__What is expected__: Every line that holds the word "Juan" needs to be copied from the data below.

__Records shown__:
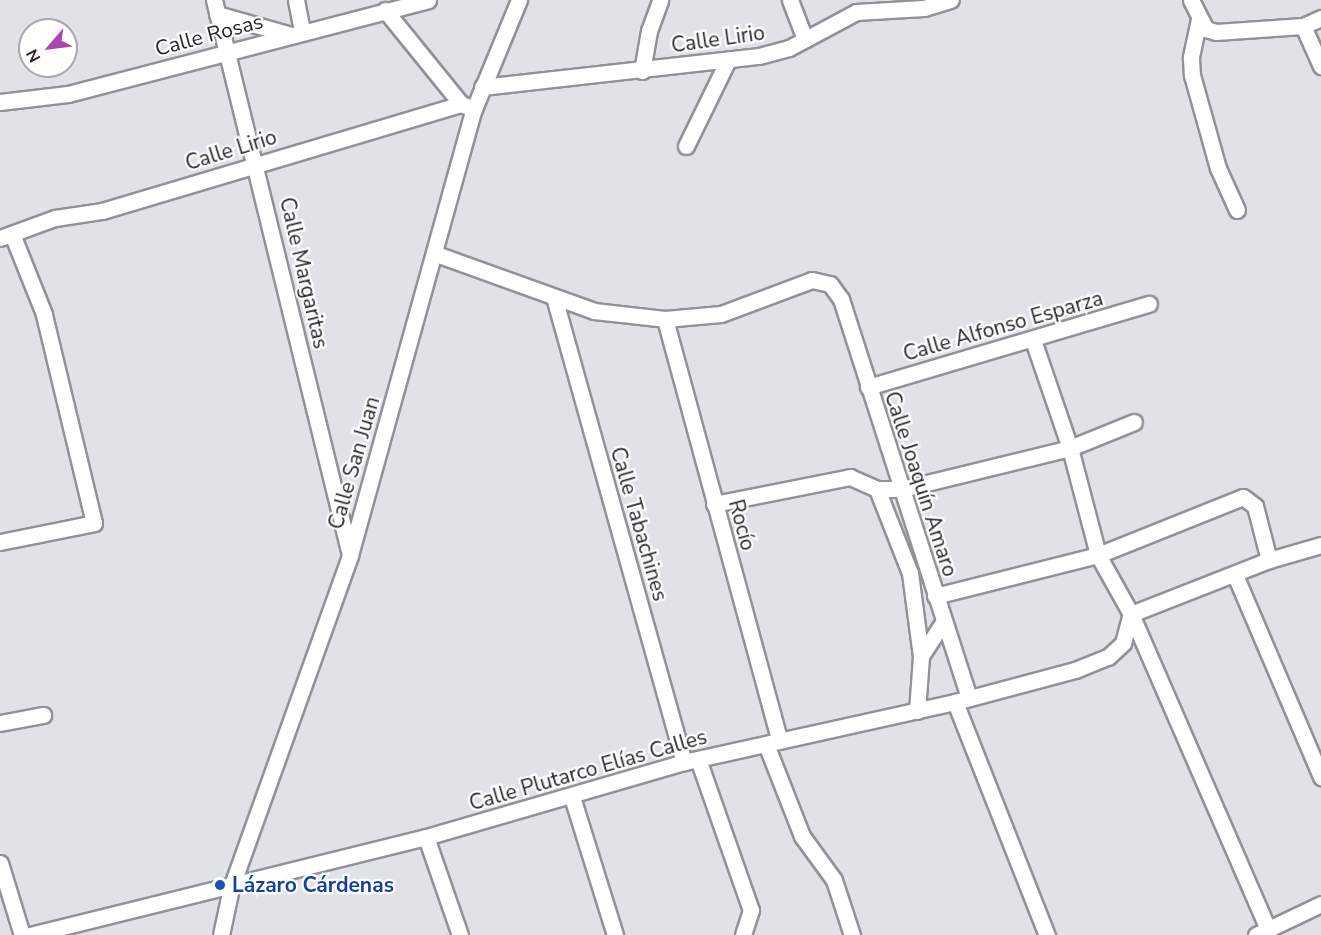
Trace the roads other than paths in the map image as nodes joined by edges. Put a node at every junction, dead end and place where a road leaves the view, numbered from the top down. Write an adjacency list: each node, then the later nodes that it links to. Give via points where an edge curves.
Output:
1 (296, 0): 14 (street)
2 (428, 0): 10 (street, Calle Rosas)
3 (519, 0): 20 (street, Calle San Juan)
4 (660, 0): 19 (street, via 649,31)
5 (790, 0): 15 (street)
6 (951, 0): 8 (street, Calle Lirio)
7 (1191, 0): 12 (street)
8 (922, 4): 15 (street, Calle Lirio, via 856,12)
9 (216, 7): 14 (street); 16 (street, Calle Margaritas)
10 (385, 10): 14 (street, Calle Rosas); 22 (street)
11 (1321, 18): 13 (street)
12 (1199, 19): 13 (street, via 1206,29 1216,32); 25 (street, via 1191,58 1192,75 1218,168)
13 (1303, 26): 18 (street)
14 (297, 33): 16 (street, Calle Rosas)
15 (805, 39): 17 (street, Calle Lirio, via 774,53)
16 (227, 52): 21 (street, Calle Rosas, via 68,94); 24 (street, Calle Margaritas)
17 (728, 60): 19 (street, Calle Lirio); 23 (street)
18 (1321, 66)
19 (642, 71): 20 (street, Calle Lirio)
20 (482, 87): 22 (street, Calle San Juan)
21 (0, 102)
22 (467, 107): 24 (street, Calle Lirio); 27 (street, Calle San Juan)
23 (686, 146)
24 (257, 164): 26 (street, Calle Lirio, via 102,211 55,218); 40 (street, Calle Margaritas)
25 (1237, 210)
26 (6, 236): 38 (street, via 44,314 94,524)
27 (436, 254): 28 (street); 40 (street, Calle San Juan)
28 (554, 297): 30 (street, via 594,311); 53 (street, Calle Tabachines)
29 (1149, 304): 31 (street, Calle Alfonso Esparza)
30 (664, 320): 32 (street, Calle Joaquín Amaro, via 721,314 813,280 830,284 841,299); 37 (street, Rocío)
31 (1033, 340): 32 (street, Calle Alfonso Esparza); 34 (street)
32 (867, 387): 36 (street, Calle Joaquín Amaro)
33 (1134, 422): 34 (street)
34 (1070, 448): 36 (street); 41 (street)
35 (877, 489): 36 (street); 37 (street, via 850,477); 47 (street, via 910,573)
36 (903, 489): 44 (street, Calle Joaquín Amaro)
37 (714, 504): 52 (street, Rocío)
38 (0, 542)
39 (1321, 545): 42 (street)
40 (350, 555): 58 (street, Calle San Juan)
41 (1098, 555): 42 (street, via 1218,505 1248,497 1255,506); 44 (street); 45 (street)
42 (1269, 560): 43 (street)
43 (1235, 575): 45 (street); 54 (street)
44 (935, 596): 46 (street, Calle Joaquín Amaro)
45 (1131, 614): 48 (street, Calle Plutarco Elías Calles, via 1123,643 1108,657 1076,670); 61 (street)
46 (944, 621): 47 (street); 48 (street, Calle Joaquín Amaro)
47 (921, 656): 49 (street)
48 (962, 700): 49 (street, Calle Plutarco Elías Calles); 68 (street, Calle Joaquín Amaro)
49 (917, 711): 52 (street, Calle Plutarco Elías Calles)
50 (43, 715): 51 (street)
51 (0, 723)
52 (773, 742): 53 (street, Calle Plutarco Elías Calles); 67 (street, Rocío, via 802,836 834,880)
53 (691, 760): 55 (street, Calle Plutarco Elías Calles); 60 (street, Calle Tabachines, via 751,910)
54 (1321, 777)
55 (572, 796): 56 (street, Calle Plutarco Elías Calles); 66 (street)
56 (426, 837): 58 (street, Calle Plutarco Elías Calles); 65 (street)
57 (0, 863): 62 (street)
58 (231, 888): 63 (street, Calle Plutarco Elías Calles); 64 (street, Calle San Juan)
59 (1321, 904): 61 (street)
60 (745, 932)
61 (1262, 932)
62 (22, 935)
63 (30, 935)
64 (221, 935)
65 (460, 935)
66 (615, 935)
67 (852, 935)
68 (1047, 935)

__Response__:
3 (519, 0): 20 (street, Calle San Juan)
20 (482, 87): 22 (street, Calle San Juan)
22 (467, 107): 24 (street, Calle Lirio); 27 (street, Calle San Juan)
27 (436, 254): 28 (street); 40 (street, Calle San Juan)
40 (350, 555): 58 (street, Calle San Juan)
58 (231, 888): 63 (street, Calle Plutarco Elías Calles); 64 (street, Calle San Juan)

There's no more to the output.